Foto: Hans Braxmeier/Pixabay
Confesso que às vezes sinto que não sei mais como que se começa a escrever. Não é que eu não tenha praticado, é que tenho exercido um outro tipo de escrita e as crônicas, às vezes, ficam vagando dentro de mim procurando uma porta de saída para o mundo. Mas isso não é, nem de longe, uma afirmação triste. Pelo contrário, pois eu acredito que muitas coisas na vida – aliás, praticamente todas – precisam ser paridas por nós, e o texto não é diferente.
A gente precisa digerir a vida. Na sabedoria oriental, há correntes que consideram a digestão como o processo mais importante do nosso corpo, pois é por meio dele que adquirimos energia, filtramos o que é importante, “quebramos” os alimentos em nutrientes para o nosso corpo. A digestão acontece no centro do nosso organismo, onde está localizada a maioria dos nossos órgãos, e onde também geramos vida. Ali, no centro acontecem muitos processos importantes e que nos mantém em pé. E, se não digerimos algum alimento corretamente, nosso corpo reage com mal estar, alergias, doenças diversas. E, da mesma maneira que digerimos os alimentos, é necessário processar as emoções, as palavras, os sentimentos, os fluxos da vida. Quando não fazemos isso, guardamos situações mal resolvidas, rancores, mágoas. Deixamos de dizer o quanto gostamos de alguém, e também de nos manifestar quando uma pessoa nos machuca.

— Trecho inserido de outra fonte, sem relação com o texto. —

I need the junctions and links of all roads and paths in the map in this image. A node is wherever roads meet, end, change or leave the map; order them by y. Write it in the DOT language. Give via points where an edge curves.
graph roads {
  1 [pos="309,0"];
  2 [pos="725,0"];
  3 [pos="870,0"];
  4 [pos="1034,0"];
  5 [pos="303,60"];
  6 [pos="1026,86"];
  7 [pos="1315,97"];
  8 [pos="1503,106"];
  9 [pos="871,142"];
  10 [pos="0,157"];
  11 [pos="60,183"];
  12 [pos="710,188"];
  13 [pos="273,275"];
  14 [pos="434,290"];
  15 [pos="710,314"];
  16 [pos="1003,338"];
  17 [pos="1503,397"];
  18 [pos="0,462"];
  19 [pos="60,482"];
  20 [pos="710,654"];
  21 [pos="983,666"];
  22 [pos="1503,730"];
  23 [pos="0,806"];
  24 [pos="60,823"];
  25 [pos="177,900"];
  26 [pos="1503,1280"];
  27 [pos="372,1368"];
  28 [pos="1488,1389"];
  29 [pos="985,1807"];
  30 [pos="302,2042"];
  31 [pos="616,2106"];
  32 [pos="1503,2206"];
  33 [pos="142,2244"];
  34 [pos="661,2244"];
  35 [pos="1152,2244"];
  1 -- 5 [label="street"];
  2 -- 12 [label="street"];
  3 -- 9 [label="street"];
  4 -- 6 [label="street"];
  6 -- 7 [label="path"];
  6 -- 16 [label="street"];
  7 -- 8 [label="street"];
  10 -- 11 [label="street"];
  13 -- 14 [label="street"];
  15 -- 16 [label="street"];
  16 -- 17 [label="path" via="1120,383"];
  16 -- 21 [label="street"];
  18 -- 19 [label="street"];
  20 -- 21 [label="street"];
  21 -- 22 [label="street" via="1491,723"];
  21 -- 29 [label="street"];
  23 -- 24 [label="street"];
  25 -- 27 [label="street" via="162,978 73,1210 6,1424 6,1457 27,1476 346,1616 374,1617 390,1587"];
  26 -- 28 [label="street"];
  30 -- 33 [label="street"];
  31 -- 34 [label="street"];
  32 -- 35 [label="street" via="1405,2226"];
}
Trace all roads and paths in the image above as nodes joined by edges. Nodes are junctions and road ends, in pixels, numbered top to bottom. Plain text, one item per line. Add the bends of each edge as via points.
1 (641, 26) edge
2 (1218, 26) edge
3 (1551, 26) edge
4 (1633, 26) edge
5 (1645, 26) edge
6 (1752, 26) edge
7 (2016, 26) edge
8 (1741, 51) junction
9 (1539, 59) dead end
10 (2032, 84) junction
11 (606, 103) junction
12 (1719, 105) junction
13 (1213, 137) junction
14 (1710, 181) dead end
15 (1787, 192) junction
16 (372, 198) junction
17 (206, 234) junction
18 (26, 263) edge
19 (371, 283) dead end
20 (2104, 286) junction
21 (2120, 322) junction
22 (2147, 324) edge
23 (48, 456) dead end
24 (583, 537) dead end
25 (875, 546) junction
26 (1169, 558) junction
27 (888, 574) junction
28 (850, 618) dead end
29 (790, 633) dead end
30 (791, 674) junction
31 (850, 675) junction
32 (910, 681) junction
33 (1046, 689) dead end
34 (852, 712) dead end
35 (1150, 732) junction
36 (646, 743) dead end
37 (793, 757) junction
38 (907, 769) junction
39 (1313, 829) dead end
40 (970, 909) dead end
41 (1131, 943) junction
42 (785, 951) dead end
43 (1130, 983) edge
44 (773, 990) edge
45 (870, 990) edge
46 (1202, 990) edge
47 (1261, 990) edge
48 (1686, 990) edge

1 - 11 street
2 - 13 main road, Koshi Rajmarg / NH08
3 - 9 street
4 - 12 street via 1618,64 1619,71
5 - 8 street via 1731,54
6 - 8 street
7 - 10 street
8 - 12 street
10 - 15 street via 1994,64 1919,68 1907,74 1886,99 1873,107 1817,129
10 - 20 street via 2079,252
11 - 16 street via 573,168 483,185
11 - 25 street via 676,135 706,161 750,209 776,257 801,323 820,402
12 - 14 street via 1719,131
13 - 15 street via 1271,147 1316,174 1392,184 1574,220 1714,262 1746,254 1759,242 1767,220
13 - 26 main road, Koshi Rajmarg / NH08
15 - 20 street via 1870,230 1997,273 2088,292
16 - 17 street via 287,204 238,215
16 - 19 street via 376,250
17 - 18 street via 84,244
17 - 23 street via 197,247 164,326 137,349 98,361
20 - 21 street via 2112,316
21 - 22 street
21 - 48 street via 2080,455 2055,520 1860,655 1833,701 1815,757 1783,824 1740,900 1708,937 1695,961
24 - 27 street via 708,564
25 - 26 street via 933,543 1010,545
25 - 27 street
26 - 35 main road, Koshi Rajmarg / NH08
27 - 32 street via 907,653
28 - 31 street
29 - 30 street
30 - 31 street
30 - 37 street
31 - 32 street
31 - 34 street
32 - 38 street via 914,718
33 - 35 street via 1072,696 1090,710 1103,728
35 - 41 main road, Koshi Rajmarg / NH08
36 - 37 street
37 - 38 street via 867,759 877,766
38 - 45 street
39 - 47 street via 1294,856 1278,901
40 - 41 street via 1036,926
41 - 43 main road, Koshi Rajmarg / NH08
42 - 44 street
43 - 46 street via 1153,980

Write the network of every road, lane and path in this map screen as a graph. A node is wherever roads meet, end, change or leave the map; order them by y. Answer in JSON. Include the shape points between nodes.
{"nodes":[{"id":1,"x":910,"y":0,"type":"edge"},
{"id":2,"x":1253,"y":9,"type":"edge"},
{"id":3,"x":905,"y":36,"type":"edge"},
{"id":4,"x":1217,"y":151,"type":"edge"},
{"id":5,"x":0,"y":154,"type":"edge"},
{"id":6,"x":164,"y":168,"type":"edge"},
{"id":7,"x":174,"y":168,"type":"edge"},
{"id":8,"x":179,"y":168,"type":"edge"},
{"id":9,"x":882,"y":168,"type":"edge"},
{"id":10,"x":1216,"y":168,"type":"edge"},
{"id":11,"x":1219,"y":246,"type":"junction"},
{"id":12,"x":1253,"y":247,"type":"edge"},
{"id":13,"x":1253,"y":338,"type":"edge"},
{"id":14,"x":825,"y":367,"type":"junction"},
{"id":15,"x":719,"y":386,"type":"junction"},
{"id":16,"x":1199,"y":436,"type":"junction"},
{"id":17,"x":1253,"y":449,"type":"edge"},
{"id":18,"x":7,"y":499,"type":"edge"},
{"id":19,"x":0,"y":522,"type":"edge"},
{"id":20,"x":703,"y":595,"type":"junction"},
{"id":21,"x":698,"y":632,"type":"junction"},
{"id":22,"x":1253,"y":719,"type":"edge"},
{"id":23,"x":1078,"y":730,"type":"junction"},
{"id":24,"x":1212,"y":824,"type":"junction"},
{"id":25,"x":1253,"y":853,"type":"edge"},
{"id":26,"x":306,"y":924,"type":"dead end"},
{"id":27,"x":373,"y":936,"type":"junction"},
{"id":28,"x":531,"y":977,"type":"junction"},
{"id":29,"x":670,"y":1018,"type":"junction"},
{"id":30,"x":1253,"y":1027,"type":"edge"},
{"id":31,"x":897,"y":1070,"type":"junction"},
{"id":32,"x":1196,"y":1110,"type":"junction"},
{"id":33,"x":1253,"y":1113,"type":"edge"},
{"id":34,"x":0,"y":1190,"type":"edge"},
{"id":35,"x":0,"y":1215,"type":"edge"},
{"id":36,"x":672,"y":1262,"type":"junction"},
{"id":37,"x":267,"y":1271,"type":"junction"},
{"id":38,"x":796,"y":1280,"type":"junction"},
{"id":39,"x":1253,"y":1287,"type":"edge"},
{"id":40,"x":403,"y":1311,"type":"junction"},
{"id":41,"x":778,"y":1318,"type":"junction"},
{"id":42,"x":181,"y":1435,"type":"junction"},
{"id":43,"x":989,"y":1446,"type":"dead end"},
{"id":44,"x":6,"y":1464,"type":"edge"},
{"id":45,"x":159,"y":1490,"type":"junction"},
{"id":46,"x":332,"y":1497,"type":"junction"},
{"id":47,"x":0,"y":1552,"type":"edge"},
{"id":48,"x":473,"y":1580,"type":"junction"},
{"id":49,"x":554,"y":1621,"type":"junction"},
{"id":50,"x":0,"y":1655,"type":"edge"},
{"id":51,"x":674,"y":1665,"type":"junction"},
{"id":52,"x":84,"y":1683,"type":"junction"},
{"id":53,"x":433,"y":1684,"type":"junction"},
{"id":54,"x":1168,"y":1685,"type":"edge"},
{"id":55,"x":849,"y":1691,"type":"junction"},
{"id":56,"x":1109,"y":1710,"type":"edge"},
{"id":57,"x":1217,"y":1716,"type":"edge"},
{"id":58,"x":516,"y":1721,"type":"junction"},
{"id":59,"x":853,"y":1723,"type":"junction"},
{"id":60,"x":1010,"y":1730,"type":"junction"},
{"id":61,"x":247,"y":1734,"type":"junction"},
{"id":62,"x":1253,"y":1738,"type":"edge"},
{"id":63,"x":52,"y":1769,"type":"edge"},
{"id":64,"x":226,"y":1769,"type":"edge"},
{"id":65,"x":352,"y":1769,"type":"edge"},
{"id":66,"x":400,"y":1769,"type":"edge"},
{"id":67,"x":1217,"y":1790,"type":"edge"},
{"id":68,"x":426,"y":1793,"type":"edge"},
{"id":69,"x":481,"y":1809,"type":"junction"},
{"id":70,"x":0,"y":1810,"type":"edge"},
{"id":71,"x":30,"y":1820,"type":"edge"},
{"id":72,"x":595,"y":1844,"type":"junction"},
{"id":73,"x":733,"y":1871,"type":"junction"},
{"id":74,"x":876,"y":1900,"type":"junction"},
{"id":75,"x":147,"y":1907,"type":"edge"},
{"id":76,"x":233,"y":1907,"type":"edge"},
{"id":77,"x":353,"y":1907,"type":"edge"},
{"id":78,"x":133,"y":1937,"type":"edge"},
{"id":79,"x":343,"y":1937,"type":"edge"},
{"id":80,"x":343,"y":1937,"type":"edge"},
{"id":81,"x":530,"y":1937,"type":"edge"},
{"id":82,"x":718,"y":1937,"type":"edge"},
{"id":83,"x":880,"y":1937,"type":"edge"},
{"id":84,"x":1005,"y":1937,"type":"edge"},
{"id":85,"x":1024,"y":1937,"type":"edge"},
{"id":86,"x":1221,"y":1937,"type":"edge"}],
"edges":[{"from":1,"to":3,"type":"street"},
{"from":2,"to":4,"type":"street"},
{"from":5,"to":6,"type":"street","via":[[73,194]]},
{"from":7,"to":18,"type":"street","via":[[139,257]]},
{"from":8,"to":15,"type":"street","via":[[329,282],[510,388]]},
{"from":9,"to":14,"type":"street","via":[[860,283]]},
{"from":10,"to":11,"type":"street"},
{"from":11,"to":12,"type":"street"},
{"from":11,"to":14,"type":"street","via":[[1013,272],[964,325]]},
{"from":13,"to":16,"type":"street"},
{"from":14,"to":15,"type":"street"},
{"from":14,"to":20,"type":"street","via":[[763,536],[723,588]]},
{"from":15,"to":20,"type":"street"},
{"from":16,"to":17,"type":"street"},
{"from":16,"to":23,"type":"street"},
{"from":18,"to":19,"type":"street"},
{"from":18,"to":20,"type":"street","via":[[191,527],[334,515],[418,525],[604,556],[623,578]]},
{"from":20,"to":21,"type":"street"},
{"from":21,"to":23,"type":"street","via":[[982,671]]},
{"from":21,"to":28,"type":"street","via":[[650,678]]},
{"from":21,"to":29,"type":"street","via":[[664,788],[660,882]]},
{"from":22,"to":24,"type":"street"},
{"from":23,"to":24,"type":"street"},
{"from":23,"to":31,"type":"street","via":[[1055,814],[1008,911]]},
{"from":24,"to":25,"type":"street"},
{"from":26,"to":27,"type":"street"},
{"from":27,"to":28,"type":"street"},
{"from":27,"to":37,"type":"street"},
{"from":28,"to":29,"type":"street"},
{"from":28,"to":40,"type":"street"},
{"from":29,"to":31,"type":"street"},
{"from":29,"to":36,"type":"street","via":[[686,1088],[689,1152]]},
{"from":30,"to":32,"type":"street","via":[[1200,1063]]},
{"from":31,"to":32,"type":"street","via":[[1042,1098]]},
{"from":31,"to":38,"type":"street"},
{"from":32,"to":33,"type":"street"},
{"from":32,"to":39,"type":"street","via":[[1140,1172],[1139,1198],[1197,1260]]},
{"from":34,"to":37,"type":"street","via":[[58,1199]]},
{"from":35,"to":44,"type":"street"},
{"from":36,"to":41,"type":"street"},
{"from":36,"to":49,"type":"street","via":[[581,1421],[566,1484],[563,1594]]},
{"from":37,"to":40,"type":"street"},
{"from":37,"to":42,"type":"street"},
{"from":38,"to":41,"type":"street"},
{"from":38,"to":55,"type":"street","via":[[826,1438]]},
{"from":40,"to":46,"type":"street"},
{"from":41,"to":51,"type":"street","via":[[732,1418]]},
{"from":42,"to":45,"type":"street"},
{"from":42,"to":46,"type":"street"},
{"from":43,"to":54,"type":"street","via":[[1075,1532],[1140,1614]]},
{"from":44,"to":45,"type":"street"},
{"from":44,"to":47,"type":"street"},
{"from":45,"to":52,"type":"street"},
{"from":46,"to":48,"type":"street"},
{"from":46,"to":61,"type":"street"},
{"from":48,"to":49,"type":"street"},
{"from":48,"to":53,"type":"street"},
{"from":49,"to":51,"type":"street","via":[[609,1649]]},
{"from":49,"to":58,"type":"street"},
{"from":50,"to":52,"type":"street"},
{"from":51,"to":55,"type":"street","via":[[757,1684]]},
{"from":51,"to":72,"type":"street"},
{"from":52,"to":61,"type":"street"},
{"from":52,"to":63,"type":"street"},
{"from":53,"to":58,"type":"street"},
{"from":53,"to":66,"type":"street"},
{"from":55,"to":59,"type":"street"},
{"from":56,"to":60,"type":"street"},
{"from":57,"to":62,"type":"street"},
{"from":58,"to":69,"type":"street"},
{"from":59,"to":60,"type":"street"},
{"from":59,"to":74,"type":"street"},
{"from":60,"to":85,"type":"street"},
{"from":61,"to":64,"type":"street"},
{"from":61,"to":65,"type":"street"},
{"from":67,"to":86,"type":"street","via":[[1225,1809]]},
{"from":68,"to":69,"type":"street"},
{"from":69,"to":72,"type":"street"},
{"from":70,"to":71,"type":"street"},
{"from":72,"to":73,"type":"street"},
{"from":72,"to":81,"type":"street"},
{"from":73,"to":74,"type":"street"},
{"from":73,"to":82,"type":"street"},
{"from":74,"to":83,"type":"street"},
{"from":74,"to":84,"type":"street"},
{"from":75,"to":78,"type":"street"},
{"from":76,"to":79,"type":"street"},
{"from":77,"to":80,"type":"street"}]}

Eu penso que a digestão da vida pode ser como uma fruta ainda verde no pé, tendo dois principais caminhos a seguir. Se o desenvolvimento dessa fruta for interrompido, e ela não tiver concluído seu processo de amadurecimento, não tiver passado pelas fases necessárias, desde a germinação, ela vai cair do pé ainda verde, e vai voltar para a terra sem ter concluído seu ciclo. E, caso contrário, se ela conseguir amadurecer e se desenvolver até atingir o ponto ideal, terá passado por todo o processo, resistido a adversidades do clima e de fatores externos e, após ser saboreada e cumprir sua missão de saciar a fome de um animal ou de alguém será, provavelmente, germinada de novo pelo processo natural da vida.
Digerir não é, para nós, cumprir as etapas, simplesmente. Mas, como seres racionais, viver e estar presente em cada uma delas para tirar o máximo de experiência, aproveitamento e sabedoria em cada uma delas. Se tentarmos aplicar isso no nosso dia a dia, sem dúvida, nossa perspectiva diante do mundo será como a dos animais e plantas: seguirá seu curso natural.